• **EXERCISE MATERIAL**
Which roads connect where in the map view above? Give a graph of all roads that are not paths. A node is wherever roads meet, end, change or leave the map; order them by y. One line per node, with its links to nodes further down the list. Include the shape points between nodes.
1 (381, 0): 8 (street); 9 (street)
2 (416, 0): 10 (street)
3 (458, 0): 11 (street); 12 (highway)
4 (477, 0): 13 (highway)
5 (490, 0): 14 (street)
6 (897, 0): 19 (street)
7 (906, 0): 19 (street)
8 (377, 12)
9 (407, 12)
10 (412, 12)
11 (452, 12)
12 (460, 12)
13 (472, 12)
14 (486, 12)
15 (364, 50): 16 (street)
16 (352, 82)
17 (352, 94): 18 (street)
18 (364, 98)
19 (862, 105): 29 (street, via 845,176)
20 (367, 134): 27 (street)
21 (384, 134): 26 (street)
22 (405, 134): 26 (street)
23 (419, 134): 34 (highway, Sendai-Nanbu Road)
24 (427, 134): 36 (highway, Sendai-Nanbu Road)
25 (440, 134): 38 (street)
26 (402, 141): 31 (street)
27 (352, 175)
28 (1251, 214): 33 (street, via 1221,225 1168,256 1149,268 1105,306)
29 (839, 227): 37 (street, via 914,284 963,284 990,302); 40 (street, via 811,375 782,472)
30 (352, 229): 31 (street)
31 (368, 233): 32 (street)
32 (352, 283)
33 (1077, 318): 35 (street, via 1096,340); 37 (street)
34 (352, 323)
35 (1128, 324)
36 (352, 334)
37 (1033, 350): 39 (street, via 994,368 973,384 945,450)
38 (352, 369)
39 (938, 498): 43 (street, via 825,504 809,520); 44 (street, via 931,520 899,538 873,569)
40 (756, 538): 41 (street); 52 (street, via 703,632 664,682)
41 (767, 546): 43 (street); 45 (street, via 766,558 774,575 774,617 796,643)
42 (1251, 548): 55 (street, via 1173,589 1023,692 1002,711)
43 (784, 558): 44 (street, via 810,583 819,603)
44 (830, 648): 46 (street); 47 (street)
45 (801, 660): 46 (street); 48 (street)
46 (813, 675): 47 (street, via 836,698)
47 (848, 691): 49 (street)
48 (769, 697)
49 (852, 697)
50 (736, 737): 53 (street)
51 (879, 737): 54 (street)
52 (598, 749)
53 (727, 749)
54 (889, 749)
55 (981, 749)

• **TASK**
Considering only lines that contain the word "Sendai", say how many there are in the data, with no other text.

• **SOLUTION TO THE PROBLEM**
2